Despite the lower increases, direct marketers are not pleased. The group got much less relief from rate increases than other groups. And catalog marketers saw some rates for mailing catalogs increase from the USPS' recommendation.

H. Robert Wientzen, president/CEO of the Direct Marketing Association, said in a statement that the agency is still reviewing the PRC's complete decision but is disappointed from its preliminary read.

“While the PRC responded positively to our position that rates proposed last January by the [USPS] would have impeded economic growth, weakened the USPS itself and imposed an unnecessary burden on American businesses and consumers, the PRC has nonetheless rejected the DMA's call for more moderate postal rates for all mailers across the board,” he said.

Despite the new increases, Wientzen said, “Our persistent efforts to present the industry's case before numerous Washington officials resulted in savings of $700 million annually, compared to the USPS's initially proposed rates.”

Magazine publishers, however, are pleased. The USPS' proposal recommended an average of 14.2 percent — and in many cases more than that — for magazine rates, because the postal service claimed that periodical costs continued to increase faster than inflation despite new automated equipment.
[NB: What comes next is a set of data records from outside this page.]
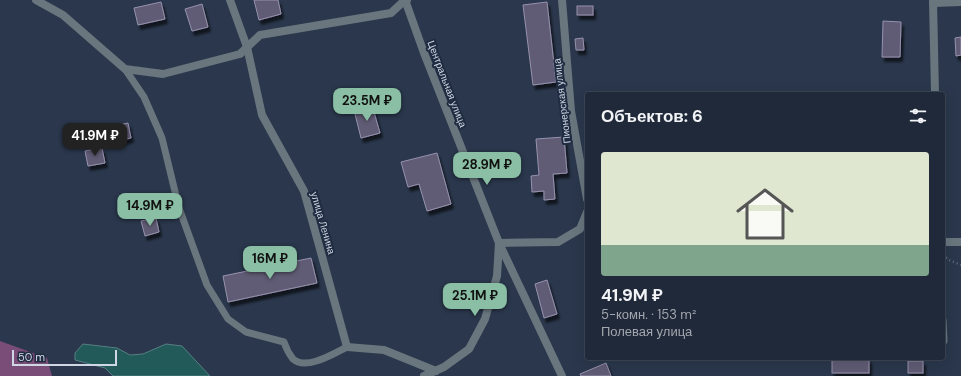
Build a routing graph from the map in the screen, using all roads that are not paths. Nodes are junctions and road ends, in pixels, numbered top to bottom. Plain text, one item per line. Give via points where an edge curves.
1 (36, 0) edge
2 (230, 0) edge
3 (406, 0) edge
4 (562, 0) edge
5 (933, 1) edge
6 (961, 2) edge
7 (247, 48) junction
8 (125, 69) junction
9 (935, 92) edge
10 (585, 188) edge
11 (585, 217) edge
12 (945, 242) edge
13 (961, 242) edge
14 (499, 243) junction
15 (347, 347) junction
16 (436, 371) junction
17 (424, 376) edge
18 (562, 376) edge

1 - 8 street via 63,15
2 - 7 street, улица Ленина
3 - 7 street via 391,12 260,35
3 - 14 street, Центральная улица via 424,53
4 - 10 street, Пионерская улица via 571,111
5 - 6 street
5 - 9 street
7 - 8 street via 240,54 163,74
7 - 15 street, улица Ленина via 262,115 304,191
8 - 15 lane via 144,97 162,138 178,208 207,285 228,319 246,332 284,342 295,360 306,363 321,360
11 - 14 street via 580,229 558,242
12 - 13 street
14 - 16 street, Центральная улица via 497,276 485,319 469,349
14 - 18 street, Центральная улица
15 - 16 street via 384,350
16 - 17 street, Центральная улица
The PRC, however, reduced this increase to 9.9 percent after the USPS announced a “breakthrough productivity” program in midyear designed to reduce costs associated with processing magazines and newspapers.

“Our whole objective was to get down to a single-digit increase, and we got down there,” said Nina Link, president/CEO of the Magazine Publishers of America. “Of course, we still believe that the rate is above the average increase for other classes, but it is still a major, major rollback.”

Other PRC recommendations included development of two new discount rates for First-Class: one to lower the rate for preprinted, barcoded courtesy reply envelopes used by consumers for bill payments; and the other for letters bearing computer-generated postage.